PROMPT:
Identify all lines in the data containing the string "roads". Copy them out.

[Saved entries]
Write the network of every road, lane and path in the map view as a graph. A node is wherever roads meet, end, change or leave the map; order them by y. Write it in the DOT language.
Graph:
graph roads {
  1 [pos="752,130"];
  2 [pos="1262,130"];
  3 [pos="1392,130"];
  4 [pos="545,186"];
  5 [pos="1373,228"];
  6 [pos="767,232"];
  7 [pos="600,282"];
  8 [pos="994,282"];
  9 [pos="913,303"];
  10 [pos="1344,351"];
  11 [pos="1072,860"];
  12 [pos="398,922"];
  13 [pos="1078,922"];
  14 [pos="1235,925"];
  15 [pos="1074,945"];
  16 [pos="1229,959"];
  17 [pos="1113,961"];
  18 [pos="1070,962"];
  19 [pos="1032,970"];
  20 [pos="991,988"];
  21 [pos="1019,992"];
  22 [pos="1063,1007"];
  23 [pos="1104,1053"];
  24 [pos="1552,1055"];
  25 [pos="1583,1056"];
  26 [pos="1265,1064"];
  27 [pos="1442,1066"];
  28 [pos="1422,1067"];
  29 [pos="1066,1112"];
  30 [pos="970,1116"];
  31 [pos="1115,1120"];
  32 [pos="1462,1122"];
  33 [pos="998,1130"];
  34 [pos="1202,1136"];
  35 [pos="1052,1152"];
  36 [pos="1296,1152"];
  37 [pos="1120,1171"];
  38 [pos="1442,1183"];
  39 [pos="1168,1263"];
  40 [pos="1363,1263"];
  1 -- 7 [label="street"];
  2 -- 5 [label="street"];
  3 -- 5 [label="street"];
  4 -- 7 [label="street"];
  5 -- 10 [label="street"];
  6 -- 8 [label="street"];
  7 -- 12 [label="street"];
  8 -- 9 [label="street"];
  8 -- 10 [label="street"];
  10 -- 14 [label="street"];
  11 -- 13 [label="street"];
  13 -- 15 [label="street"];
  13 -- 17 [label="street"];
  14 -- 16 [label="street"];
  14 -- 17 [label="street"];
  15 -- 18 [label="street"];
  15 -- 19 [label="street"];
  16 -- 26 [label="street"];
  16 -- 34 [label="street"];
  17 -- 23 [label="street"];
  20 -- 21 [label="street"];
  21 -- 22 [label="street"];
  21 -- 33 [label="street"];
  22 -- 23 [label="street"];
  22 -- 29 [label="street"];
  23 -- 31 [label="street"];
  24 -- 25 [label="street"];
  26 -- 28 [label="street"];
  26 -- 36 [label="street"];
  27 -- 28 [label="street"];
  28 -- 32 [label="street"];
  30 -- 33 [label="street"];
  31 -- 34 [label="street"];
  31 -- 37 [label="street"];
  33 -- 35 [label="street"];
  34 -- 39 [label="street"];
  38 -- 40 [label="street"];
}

RESPONSE BELOW:
Write the network of every road, lane and path in the map view as a graph. A node is wherever roads meet, end, change or leave the map; order them by y. Write it in the DOT language.
graph roads {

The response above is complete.